La Banque Scotia donne la priorité au Canada et au Mexique dans son plan de croissance et envisage de se retirer de la Colombie
information fournie par Reuters 13/12/2023 à 23:28

(Suppression de la référence aux nouveaux investissements au paragraphe 3) par Nivedita Balu et Manya Saini

Le directeur général de la Banque de Nouvelle-Écosse BNS.TO , Scott Thomson, a dévoilé mercredi une nouvelle stratégie pour le banque canadien, en mettant l'accent sur la croissance de ses unités canadiennes, mexicaines et caribéennes, alors qu'il pourrait se retirer de régions moins performantes telles que la Colombie.

La banque a déclaré qu'elle prévoyait de réaffecter des capitaux des marchés en développement vers les marchés développés afin de garantir des bénéfices moins volatils et plus durables.

M. Thomson a indiqué que la banque pourrait soit se retirer de l'Amérique centrale et de la Colombie, deux de ses activités peu performantes, soit les redresser.

La banque allouera également environ 90 % de son capital supplémentaire pour donner la priorité aux activités en Amérique du Nord.

"Nous accélérons la croissance de notre franchise canadienne et nous allouons de plus en plus de capital à des marchés stables et à haut rendement en Amérique du Nord", a déclaré M. Thomson aux analystes et aux investisseurs au siège de la banque à Toronto.

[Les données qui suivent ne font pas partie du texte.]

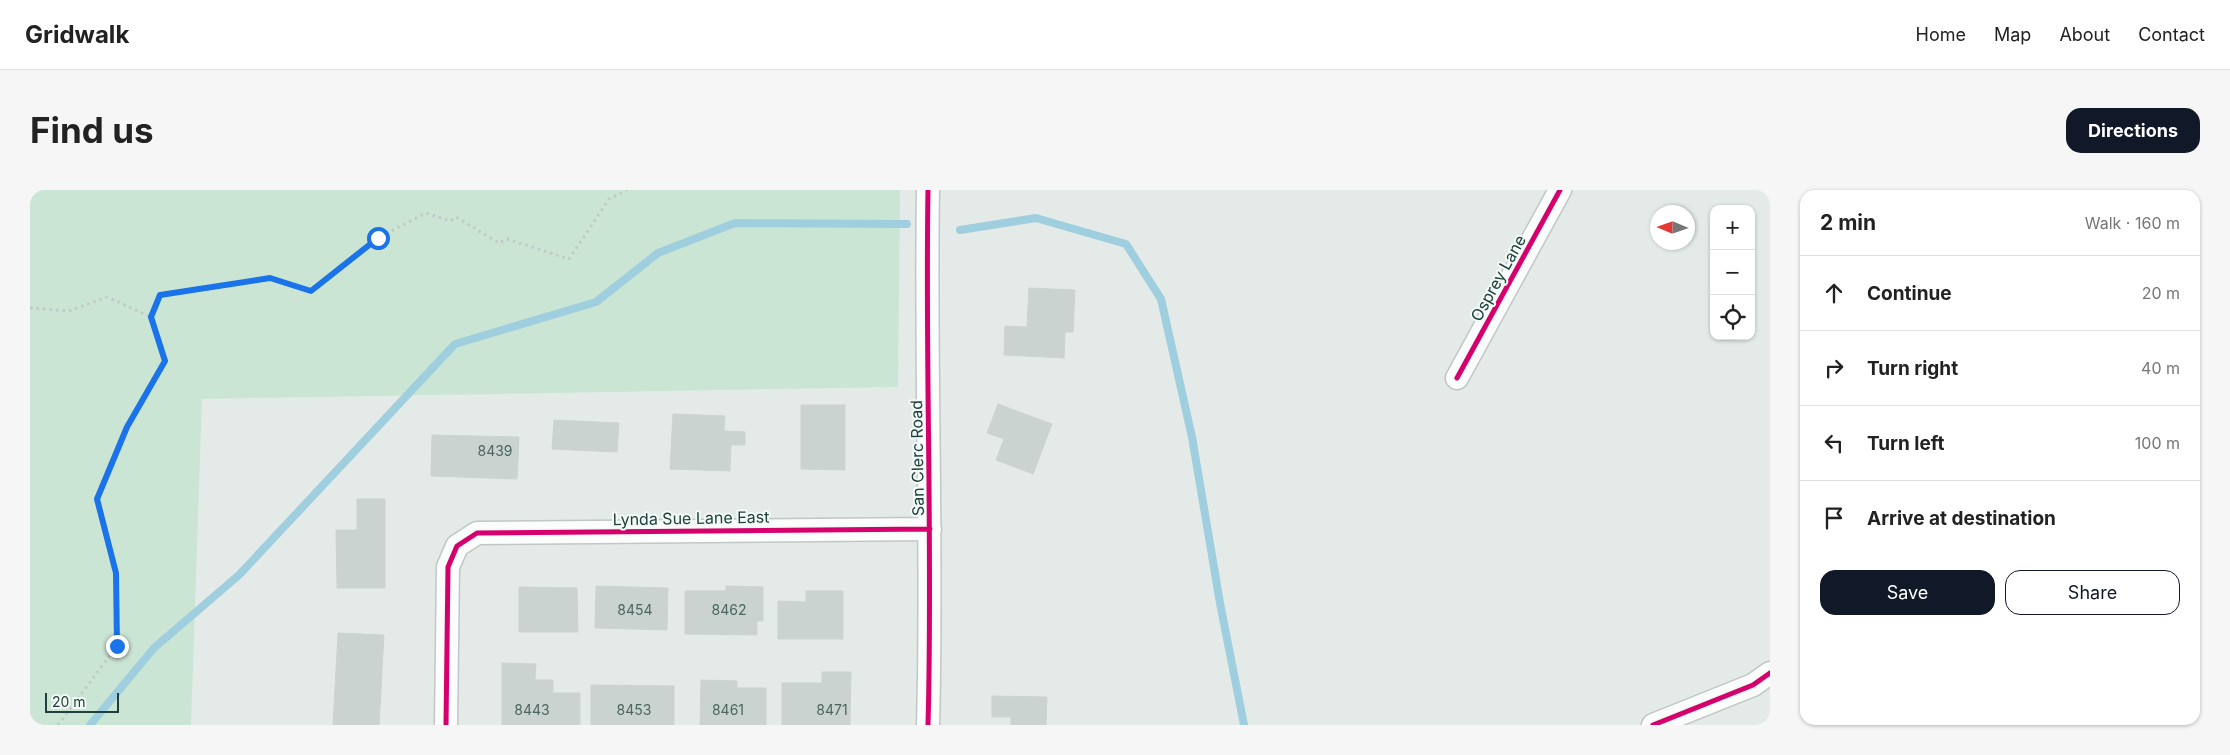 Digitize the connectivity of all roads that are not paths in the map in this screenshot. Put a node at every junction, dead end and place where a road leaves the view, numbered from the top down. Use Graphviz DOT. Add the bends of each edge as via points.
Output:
graph roads {
  1 [pos="928,190"];
  2 [pos="1560,190"];
  3 [pos="1457,378"];
  4 [pos="930,529"];
  5 [pos="1770,673"];
  6 [pos="446,725"];
  7 [pos="928,725"];
  8 [pos="1652,725"];
  1 -- 4 [label="street, San Clerc Road" via="926,287"];
  2 -- 3 [label="street, Osprey Lane"];
  4 -- 6 [label="street, Lynda Sue Lane East" via="477,533 457,546 448,567"];
  4 -- 7 [label="street, San Clerc Road"];
  5 -- 8 [label="street" via="1753,685"];
}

M. Thomson, qui s'adressait aux investisseurs pour la première fois depuis qu'il a pris ses fonctions en février, a pour mission de revigorer les activités de la Banque Scotia en Amérique latine, où l'on s'attendait à ce que le banque tire parti d'un paysage largement sous-bancarisé.

En ce qui concerne le segment des services bancaires internationaux, la Banque Scotia a déclaré qu'elle se concentrait sur l'amélioration des rendements en donnant la priorité à la consommation de capitaux, tout en favorisant les activités à haut rendement au Mexique et dans les Caraïbes.

"Nous allons traverser une période de transformation entre 2024 et 2025", a déclaré Francisco Aristeguieta, responsable des services bancaires internationaux de la banque.

M. Aristeguieta, qui a été embauché au début de l'année pour diriger l'unité, a déclaré que l'accent serait mis sur le Mexique, en tirant le meilleur parti du corridor nord-américain et en augmentant les revenus des clients de la Banque Scotia dans la région avec des opérations au Canada et aux États-Unis.

"Le Mexique d'abord, parce que pour nous, le Mexique est le pilier de la croissance dans la stratégie", a-t-il déclaré, ajoutant que la région contribuerait à hauteur de 50 % aux revenus supplémentaires de la banque commerciale et du segment de la gestion de patrimoine.

Son unité latino-américaine, marquée par les défis économiques et l'instabilité politique, a montré quelques signes de faiblesse. Pour l'exercice 2023, la croissance des bénéfices ajustés de la Banque Scotia provenant des services bancaires internationaux était d'environ 3 %, contre 32 % l'année précédente.

"S'ils veulent croître, ils doivent explorer les opportunités internationales", a déclaré Colin White, directeur général de Verecan Capital Management.

Les initiatives stratégiques récemment annoncées comprennent également une meilleure rémunération des clients principaux dans l'ensemble de son portefeuille, l'expansion et l'élargissement des activités prioritaires et la numérisation des processus.

Les investisseurs attendaient que M. Thomson dévoile son plan pour stimuler la croissance des activités de la Banque Scotia dans le pays et à l'étranger, après que le banque a annoncé des résultats décevants pour l'exercice 2023.

Thomson a ajouté que le ratio prêts/dépôts de la Banque Scotia est le plus élevé parmi ses pairs, "ce qui indique une plus grande dépendance au financement de gros sensible aux taux et entraîne une plus grande volatilité des marges et des bénéfices."

Le banque, comme ses pairs, a cherché à croître sur les marchés étrangers en exploitant les régions sous-bancarisées. Depuis 2014, la banque a dépensé environ 7 milliards de dollars canadiens (5,16 milliards de dollars) dans des fusions et acquisitions couvrant les régions de ses marchés de l'Alliance du Pacifique.

Au niveau national, elle a dû faire face à des défis, notamment une concurrence acharnée dans le secteur bancaire saturé et très réglementé du Canada, des dépenses croissantes et une série de hausses de taux de la banque centrale qui ont freiné la croissance des prêts.